I remember growing up and the folks were Catholic (see? I still capitalize it…) and sent me to Catholic school from 2nd-through-8th grade, and then an all-boys Catholic high school (yes, pity me). Good education from that, surely, but with it came a price: learning created doubts. I still remember being 7 years old, being told the Genesis story in religion class and thinking, even at that young age, that God had set-up Adam and Eve; He supposedly was omnicient, so supposedly knew all things, which meant He had set the stage of Eden so man would fall and get original sin. What a shit! (But my young mind, having been filled with the dread of hellfire by the nuns, didn’t express it that way you can be sure).

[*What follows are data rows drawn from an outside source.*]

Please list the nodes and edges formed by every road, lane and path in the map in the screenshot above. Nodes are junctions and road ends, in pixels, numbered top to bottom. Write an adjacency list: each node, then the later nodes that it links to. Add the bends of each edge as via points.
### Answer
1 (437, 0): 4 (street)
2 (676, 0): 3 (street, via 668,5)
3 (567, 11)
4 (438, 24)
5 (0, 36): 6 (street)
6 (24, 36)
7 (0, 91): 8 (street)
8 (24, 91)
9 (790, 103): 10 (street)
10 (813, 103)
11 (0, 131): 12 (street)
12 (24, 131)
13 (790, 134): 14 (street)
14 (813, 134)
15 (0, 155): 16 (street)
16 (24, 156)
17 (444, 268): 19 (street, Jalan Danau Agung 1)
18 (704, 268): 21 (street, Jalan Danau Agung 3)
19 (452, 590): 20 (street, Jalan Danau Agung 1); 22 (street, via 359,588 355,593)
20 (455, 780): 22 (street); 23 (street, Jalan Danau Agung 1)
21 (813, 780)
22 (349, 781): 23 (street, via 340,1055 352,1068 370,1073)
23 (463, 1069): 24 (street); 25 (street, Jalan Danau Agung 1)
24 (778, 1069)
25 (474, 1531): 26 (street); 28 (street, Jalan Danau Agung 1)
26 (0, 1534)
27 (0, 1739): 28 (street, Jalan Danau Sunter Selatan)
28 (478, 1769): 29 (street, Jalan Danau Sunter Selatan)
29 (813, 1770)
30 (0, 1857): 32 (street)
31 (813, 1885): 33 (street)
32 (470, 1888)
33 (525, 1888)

By the time I left high school, I was sick of Catholicism…but unfortunately still had that foundational brainwashing which made me think there was a God and, since that was coupled with the whole load of Catholic guilt-trip, I was pretty sure that hell was where I’d end up. Over time, I consoled myself with the idea that if God really did know everything, He’d know the background and motivations behind whatever I did and, therefore, would understand and, like a loving parent, forgive me for my mistakes.
Fast forward to my late 40’s by which time I’d become an alcoholic and ended up in Alcoholics Anonymous…going to meetings at least 3 times a week, working those twelve steps, etc. But the one thing they read at the start of every AA meeting says: “Those who do not recover are people who cannot or will not completely give themselves to this simple program, usually men and women who are constitutionally incapable of being honest with themselves. There are such unfortunates. They are not at fault; they seem to have been born that way. They are naturally incapable of grasping and developing a manner of living which demands rigorous honesty. Their chances are less than average. There are those, too, who suffer from grave emotional and mental disorders, but many of them do recover if they have the capacity to be honest” So, yeah, if I wanted to stay sober, they told me I had to be rigorously honest…and find some kind of ‘higher power’ (though they capitalized that as Higher Power…you know, the God thing, a ‘spiritual’ way of life and all that). So, I set out to figure out what my own ‘Higher Power’ is.
And, in the process, my sister gifted me with a ‘Recovery Bible’. Essentially, this is a regular bible where the verses are on one page with a recovery interpretation on the facing page, telling you how each verse pertains to a person’s recovery. However, in reading through the bible (ugh! that was a chore reading the whole thing), that rigorous honesty thing was part of it. And, I had to be honest with myself: it was a load of made-up crap! Not just mythology, but LOUSY mythology. I’ve read better mythology in my Dungeons & Dragons books (which, I think, many years ago helped soften me up for non-belief).
After this, I got a book from the library called “Who Wrote the Bible?”. I highly recommend this scholorly look at who the probable authors were, since it certainly wasn’t Matthew, Mark, Luke, and John. And the more books I read, searching for the ‘right’ spirituality, one that would work for me as my ‘Higher Power’, the more dishonest the whole thing was turning out to be. And, remember, my AA program said I’d only recover and stay sober IF I remained rigorously honest.
My honest and open-minded assessment of ALL gods is: they don’t exist, because IF any did, there’d be some evidence — and there is NONE. Same for the ‘spiritual’, ghosts, afterlife, and any and all kinds of woo. Sure, they ‘exist’, but only in a person’s mind.
So, for me, the cute thing is that getting into that AA ‘spiritual’ program is really what turned me into an atheist. Yep, the truth does set you free.